Our unconstrained approach allows us to seize strong opportunities, as we did recently in the financial, commodity and structured credit spaces

Outlook

If European core inflation rebounds faster and more sustainably than expected by the consensus, market anxiety about a possible faster conclusion to ECB asset purchases requires a cautious allocation to corporate credit. In addition to more than two years of negative deposit rates, European investors have faced an ever shrinking bond universe as the ECB has materially expanded its balance sheet over the last five years. This narrower universe of opportunities has forced investors to take greater credit risk and at longer maturities, leaving credit markets very vulnerable to a shift in ECB policy.
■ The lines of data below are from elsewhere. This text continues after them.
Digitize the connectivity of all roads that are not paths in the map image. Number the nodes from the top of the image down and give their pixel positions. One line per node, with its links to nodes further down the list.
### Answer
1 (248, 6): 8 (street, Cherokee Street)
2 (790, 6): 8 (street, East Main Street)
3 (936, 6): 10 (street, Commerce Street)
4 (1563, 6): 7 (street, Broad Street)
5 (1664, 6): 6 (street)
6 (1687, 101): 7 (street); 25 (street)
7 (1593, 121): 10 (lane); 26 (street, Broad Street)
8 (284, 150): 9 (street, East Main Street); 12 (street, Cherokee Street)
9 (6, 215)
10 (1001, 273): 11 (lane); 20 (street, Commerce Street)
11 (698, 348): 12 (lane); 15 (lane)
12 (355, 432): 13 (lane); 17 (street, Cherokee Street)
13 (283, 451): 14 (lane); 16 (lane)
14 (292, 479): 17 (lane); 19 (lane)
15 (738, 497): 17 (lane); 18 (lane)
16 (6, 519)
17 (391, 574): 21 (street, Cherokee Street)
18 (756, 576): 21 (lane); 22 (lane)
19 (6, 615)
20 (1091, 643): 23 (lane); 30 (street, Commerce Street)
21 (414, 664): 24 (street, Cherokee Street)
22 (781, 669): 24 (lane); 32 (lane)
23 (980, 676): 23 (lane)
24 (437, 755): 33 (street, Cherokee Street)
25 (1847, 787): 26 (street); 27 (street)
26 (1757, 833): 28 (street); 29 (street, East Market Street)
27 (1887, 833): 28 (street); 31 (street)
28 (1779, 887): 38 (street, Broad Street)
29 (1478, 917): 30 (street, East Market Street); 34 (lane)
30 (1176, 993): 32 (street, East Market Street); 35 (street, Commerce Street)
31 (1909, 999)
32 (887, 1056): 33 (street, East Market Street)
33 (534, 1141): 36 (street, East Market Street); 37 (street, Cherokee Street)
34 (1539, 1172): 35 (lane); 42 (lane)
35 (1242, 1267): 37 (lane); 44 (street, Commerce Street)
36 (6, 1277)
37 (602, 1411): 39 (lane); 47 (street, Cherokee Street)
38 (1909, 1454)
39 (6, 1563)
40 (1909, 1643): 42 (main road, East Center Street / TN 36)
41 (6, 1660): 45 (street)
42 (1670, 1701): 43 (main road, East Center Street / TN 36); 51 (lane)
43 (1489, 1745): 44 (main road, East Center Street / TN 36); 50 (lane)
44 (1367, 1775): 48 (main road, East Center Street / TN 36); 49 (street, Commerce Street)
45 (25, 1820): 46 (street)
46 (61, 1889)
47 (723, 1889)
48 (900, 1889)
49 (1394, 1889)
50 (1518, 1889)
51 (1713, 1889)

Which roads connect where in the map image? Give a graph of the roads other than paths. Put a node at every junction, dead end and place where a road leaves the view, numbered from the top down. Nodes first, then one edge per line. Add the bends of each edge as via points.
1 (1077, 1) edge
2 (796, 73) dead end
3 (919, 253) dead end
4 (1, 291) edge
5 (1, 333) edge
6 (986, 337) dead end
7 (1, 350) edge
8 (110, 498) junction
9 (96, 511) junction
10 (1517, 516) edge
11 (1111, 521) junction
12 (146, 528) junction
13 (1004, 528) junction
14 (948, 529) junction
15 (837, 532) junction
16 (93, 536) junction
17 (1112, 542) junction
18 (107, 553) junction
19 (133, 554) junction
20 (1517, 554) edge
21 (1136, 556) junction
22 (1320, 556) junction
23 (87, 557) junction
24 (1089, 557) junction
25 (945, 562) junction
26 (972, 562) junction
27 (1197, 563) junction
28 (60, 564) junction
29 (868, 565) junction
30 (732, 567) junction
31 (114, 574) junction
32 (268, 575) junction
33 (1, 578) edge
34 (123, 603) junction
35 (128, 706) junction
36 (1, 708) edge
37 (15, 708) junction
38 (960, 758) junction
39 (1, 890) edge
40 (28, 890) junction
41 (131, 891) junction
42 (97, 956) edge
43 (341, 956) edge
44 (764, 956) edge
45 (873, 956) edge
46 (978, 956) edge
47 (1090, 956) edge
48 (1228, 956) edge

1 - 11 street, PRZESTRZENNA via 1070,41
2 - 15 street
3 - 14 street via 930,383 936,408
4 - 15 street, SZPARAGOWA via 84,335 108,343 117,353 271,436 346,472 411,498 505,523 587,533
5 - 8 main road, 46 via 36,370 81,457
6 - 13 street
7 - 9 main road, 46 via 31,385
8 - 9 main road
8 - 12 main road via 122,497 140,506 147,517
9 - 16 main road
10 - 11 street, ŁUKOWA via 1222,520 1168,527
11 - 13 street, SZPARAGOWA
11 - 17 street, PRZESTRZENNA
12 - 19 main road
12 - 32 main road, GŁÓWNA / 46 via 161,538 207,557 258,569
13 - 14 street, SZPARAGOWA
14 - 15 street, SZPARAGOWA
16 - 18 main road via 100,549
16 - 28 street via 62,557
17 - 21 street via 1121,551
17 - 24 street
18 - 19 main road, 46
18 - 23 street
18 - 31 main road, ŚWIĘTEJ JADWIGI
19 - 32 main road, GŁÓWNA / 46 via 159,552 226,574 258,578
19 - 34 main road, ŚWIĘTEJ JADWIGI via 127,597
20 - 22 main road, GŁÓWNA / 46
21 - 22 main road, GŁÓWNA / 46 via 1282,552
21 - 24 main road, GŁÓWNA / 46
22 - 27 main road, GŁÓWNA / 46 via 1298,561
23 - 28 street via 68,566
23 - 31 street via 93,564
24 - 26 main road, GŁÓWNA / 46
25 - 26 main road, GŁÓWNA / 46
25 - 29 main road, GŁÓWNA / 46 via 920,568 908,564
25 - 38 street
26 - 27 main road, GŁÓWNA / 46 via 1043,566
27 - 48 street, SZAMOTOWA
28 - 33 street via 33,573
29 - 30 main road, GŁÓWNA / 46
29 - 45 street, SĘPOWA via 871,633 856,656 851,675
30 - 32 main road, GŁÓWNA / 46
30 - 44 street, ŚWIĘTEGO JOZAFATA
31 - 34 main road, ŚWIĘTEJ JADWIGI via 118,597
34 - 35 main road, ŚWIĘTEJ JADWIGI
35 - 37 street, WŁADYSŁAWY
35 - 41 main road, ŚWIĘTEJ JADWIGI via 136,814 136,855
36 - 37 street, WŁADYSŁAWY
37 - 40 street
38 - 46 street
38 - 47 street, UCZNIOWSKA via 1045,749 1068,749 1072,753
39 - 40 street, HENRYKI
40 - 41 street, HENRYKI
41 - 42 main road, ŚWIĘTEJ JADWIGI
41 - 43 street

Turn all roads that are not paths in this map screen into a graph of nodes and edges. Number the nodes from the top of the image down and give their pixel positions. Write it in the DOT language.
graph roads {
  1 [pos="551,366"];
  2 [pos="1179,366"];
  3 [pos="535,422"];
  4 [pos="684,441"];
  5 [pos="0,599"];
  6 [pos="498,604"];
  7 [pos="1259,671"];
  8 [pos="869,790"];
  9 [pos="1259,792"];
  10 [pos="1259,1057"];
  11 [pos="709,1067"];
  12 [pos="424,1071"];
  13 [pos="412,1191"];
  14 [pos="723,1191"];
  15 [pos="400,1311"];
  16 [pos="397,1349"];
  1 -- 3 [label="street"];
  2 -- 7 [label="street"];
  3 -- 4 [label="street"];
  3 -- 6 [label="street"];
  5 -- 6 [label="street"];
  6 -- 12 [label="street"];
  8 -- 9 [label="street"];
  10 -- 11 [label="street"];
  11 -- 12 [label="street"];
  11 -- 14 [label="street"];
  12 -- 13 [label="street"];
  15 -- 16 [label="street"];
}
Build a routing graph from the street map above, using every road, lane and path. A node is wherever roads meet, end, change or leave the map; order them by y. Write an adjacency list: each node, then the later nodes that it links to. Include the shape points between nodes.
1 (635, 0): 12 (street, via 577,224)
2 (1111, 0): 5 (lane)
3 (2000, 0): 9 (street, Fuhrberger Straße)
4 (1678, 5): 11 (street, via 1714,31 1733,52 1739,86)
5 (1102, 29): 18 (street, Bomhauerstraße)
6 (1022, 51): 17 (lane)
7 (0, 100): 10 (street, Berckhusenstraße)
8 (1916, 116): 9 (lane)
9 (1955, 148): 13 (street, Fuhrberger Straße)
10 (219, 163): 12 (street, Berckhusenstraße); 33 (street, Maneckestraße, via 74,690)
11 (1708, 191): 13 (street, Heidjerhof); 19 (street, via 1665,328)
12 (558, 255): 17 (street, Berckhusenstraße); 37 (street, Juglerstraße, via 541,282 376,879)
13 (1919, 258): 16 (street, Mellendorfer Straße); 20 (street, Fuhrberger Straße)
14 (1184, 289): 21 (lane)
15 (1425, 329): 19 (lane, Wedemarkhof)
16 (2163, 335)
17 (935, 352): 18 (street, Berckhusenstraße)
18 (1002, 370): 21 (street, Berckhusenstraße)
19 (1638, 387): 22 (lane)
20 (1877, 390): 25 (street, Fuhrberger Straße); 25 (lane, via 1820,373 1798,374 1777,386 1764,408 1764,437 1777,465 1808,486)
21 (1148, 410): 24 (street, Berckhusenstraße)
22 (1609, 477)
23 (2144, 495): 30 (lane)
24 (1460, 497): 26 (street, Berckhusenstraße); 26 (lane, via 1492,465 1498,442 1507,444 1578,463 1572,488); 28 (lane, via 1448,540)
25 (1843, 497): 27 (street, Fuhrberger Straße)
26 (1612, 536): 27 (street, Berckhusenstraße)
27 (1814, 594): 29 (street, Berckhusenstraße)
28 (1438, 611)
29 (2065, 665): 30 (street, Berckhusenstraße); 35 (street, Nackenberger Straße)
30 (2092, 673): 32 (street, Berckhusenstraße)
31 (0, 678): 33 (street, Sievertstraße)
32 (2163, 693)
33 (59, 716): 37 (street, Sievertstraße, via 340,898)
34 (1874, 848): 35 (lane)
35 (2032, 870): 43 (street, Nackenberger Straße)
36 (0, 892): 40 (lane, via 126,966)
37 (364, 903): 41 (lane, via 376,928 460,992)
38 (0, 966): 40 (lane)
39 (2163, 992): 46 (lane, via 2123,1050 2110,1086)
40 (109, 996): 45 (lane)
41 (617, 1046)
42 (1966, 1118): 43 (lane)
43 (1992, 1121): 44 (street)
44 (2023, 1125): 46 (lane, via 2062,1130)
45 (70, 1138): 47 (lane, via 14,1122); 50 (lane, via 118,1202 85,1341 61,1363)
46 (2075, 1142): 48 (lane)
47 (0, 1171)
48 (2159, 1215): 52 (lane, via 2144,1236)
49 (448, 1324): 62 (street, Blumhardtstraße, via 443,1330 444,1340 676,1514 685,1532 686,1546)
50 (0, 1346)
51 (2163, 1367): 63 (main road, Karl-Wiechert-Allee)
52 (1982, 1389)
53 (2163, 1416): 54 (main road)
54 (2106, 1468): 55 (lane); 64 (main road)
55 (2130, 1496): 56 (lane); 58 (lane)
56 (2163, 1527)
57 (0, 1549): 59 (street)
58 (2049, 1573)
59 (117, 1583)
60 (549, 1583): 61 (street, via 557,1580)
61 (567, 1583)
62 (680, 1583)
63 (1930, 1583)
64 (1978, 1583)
Starting with investment grade corporate bonds, we can see a steady deterioration of balance sheet quality to near cycle-high leverage ratios. Weak margins, lack of investors discipline, a still strong M&A cycle, and active bond issuance to capitalize on low rates have all worked to undermine European balance sheets. Despite reaching 10 year highs in leverage, yields are at all-time lows because of the intervention of the ECB just discussed. This market is very fragile and vulnerable to a strong spike in inflation.

In high yield bonds, the story is similar with cycle-high leverage ratios combined with all-time low yields. In addition, not only is there no absolute valuation protection in these low yields for such poor balance sheet quality, but also no relative valuation protection looking elsewhere in the capital structure. For the first time in history, the European high yield bond index is yielding less than the European equity index (dividend yield for the Eurostoxx 50 index) as shown in the graph below.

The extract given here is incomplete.